──────── Exercise materials ────────

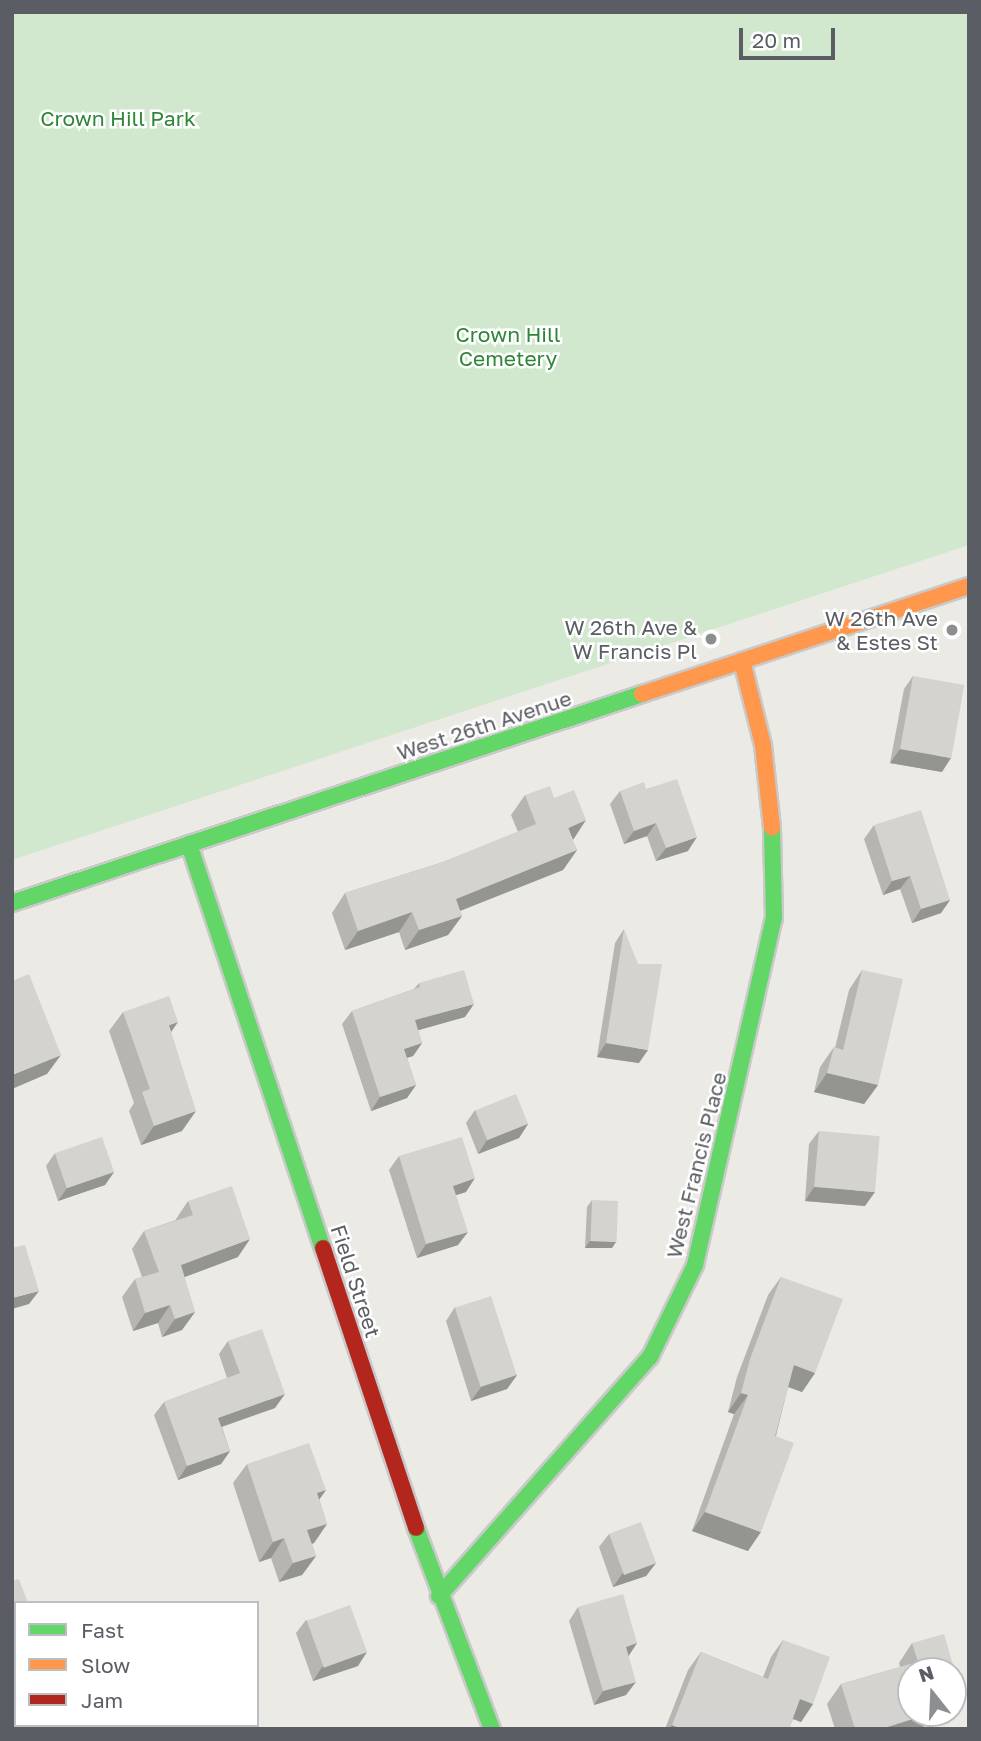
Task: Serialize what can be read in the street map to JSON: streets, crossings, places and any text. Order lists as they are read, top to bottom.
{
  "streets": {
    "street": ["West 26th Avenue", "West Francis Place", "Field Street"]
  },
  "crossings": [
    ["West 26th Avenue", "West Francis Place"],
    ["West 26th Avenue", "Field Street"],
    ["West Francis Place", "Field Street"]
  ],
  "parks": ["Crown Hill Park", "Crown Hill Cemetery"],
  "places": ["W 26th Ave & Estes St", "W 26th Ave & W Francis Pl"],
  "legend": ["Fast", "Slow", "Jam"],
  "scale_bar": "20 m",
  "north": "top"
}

────────

> _What the exercise asks_
All records are to be reproduced exactly; the pictures are to be omitted.

> _Answer box_
Task: Serialize what can be read in the street map to JSON: streets, crossings, places and any text. Order lists as they are read, top to bottom.
{
  "streets": {
    "street": ["West 26th Avenue", "West Francis Place", "Field Street"]
  },
  "crossings": [
    ["West 26th Avenue", "West Francis Place"],
    ["West 26th Avenue", "Field Street"],
    ["West Francis Place", "Field Street"]
  ],
  "parks": ["Crown Hill Park", "Crown Hill Cemetery"],
  "places": ["W 26th Ave & Estes St", "W 26th Ave & W Francis Pl"],
  "legend": ["Fast", "Slow", "Jam"],
  "scale_bar": "20 m",
  "north": "top"
}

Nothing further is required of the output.